» **Problem**
Among the records below, count the lines where "Berlian" occurs, and report that total alone.

___ Input

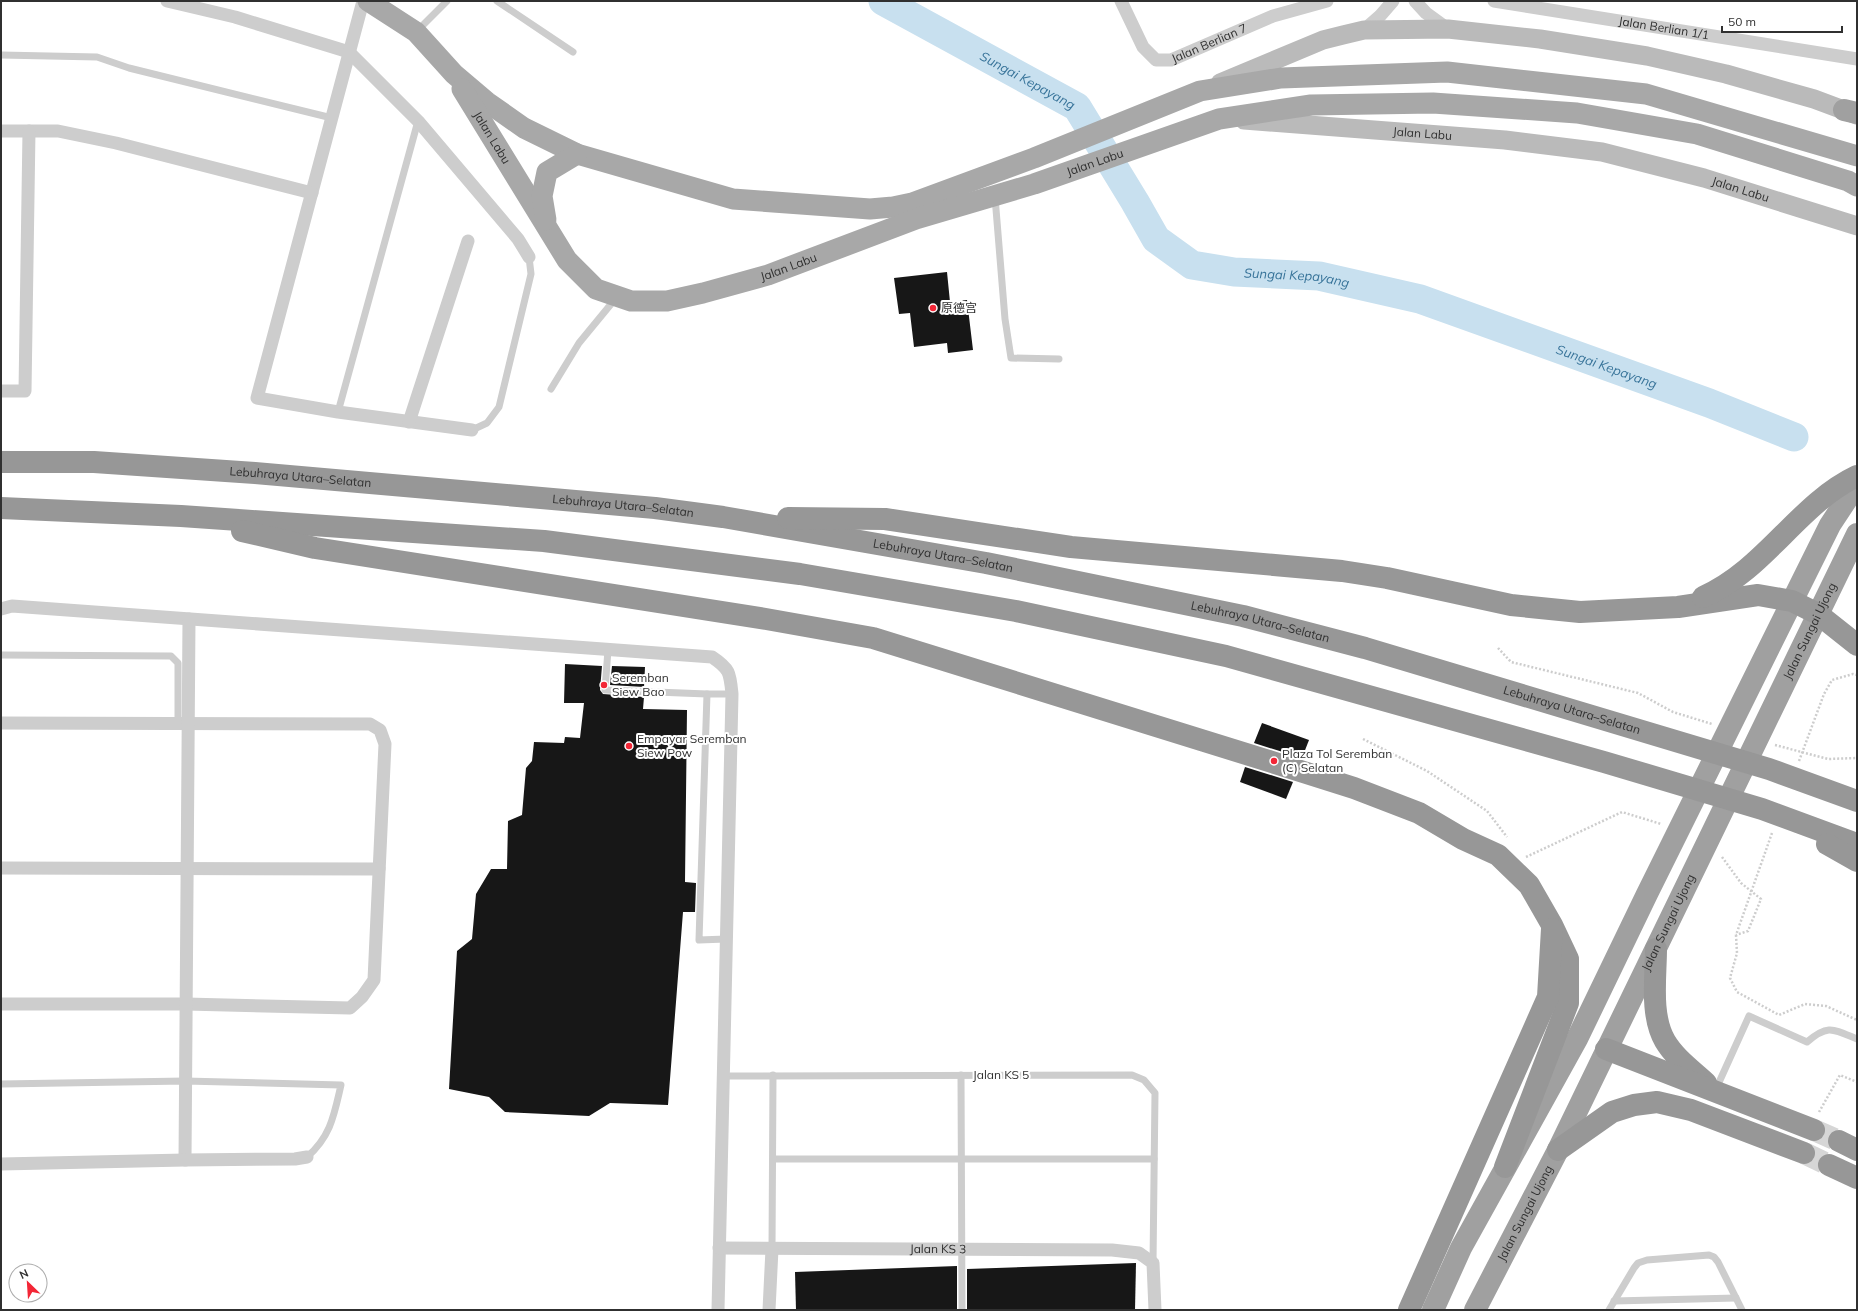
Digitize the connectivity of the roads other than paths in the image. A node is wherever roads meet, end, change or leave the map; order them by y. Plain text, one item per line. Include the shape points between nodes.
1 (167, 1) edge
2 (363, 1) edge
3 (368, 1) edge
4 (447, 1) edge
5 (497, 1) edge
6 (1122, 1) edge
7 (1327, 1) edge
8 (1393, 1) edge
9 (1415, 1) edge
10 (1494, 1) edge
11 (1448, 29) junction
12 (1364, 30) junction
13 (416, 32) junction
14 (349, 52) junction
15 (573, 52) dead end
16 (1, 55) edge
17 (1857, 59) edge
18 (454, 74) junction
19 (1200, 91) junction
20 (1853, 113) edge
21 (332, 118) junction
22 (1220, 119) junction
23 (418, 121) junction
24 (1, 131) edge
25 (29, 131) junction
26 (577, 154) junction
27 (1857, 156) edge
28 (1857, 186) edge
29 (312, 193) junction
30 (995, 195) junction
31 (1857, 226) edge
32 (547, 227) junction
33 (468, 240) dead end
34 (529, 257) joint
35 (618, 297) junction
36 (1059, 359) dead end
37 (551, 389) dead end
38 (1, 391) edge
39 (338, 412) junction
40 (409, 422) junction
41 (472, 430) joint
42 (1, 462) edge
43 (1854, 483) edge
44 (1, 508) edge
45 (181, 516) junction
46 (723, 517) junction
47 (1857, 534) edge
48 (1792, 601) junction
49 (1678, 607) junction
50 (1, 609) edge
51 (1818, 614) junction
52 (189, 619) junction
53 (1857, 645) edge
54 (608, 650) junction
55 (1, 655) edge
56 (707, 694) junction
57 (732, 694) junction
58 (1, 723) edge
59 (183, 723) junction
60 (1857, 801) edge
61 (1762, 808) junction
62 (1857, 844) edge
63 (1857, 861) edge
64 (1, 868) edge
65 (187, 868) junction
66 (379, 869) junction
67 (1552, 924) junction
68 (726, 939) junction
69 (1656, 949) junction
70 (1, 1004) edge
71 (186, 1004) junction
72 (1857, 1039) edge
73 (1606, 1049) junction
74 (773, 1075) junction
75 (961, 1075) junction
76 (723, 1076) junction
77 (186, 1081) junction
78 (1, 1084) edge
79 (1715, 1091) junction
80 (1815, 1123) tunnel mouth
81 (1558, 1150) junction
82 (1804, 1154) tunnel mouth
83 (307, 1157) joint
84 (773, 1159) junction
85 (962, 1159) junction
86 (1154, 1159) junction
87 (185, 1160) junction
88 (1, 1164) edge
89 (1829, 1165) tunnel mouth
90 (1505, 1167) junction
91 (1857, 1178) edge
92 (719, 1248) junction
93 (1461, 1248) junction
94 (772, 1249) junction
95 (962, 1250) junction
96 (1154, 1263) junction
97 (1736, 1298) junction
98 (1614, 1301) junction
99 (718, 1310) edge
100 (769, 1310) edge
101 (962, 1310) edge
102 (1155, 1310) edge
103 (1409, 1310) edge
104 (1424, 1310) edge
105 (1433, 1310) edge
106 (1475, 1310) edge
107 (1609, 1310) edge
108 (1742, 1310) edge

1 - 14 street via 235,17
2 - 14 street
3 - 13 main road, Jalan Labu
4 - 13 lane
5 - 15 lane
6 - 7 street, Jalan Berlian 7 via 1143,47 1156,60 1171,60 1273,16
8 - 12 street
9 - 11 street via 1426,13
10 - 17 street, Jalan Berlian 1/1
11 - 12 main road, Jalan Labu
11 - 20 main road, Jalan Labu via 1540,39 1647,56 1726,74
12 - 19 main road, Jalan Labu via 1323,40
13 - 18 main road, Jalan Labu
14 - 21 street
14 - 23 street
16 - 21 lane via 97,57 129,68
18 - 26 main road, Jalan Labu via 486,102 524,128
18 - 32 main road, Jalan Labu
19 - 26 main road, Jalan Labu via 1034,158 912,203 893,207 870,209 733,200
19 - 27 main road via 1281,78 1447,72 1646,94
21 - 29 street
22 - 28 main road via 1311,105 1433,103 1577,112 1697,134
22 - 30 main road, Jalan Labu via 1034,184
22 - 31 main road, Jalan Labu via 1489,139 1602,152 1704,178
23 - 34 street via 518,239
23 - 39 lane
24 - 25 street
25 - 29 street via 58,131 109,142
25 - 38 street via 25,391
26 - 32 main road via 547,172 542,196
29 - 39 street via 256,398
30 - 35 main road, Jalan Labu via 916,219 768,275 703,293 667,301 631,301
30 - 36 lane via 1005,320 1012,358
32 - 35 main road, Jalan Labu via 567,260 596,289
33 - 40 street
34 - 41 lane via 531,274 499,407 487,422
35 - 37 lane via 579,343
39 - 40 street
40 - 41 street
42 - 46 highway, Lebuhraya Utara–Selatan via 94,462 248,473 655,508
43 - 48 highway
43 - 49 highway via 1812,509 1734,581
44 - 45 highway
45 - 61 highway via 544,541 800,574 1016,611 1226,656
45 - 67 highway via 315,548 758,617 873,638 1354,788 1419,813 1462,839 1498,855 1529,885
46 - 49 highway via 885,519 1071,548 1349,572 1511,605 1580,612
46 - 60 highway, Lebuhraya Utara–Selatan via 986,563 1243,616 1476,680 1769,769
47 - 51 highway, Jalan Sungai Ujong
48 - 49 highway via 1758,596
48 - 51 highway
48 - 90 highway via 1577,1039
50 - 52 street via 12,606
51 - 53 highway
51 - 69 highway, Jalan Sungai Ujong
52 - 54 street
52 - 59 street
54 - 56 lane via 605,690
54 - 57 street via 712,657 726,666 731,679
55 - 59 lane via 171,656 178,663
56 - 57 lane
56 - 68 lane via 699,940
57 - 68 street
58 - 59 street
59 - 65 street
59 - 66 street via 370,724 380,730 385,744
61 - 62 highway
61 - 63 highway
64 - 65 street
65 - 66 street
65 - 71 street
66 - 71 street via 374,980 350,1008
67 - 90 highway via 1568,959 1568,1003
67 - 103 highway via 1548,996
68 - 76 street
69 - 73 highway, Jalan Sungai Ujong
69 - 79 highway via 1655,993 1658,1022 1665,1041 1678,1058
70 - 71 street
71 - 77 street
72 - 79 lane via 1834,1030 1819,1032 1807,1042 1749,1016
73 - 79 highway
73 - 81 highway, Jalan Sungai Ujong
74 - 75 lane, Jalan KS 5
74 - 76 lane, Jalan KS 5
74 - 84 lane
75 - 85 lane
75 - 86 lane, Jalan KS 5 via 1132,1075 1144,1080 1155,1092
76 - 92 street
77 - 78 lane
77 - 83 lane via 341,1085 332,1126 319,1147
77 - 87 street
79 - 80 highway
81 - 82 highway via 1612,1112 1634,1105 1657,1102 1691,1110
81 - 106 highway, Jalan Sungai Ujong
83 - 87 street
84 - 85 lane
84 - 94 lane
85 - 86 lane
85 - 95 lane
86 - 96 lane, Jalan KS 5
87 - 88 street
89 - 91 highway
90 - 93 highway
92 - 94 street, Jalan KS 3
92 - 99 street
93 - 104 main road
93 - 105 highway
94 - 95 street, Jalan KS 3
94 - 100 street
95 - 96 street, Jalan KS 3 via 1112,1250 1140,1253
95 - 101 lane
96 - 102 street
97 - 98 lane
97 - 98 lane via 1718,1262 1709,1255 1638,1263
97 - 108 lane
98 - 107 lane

______

» **The completed task**
2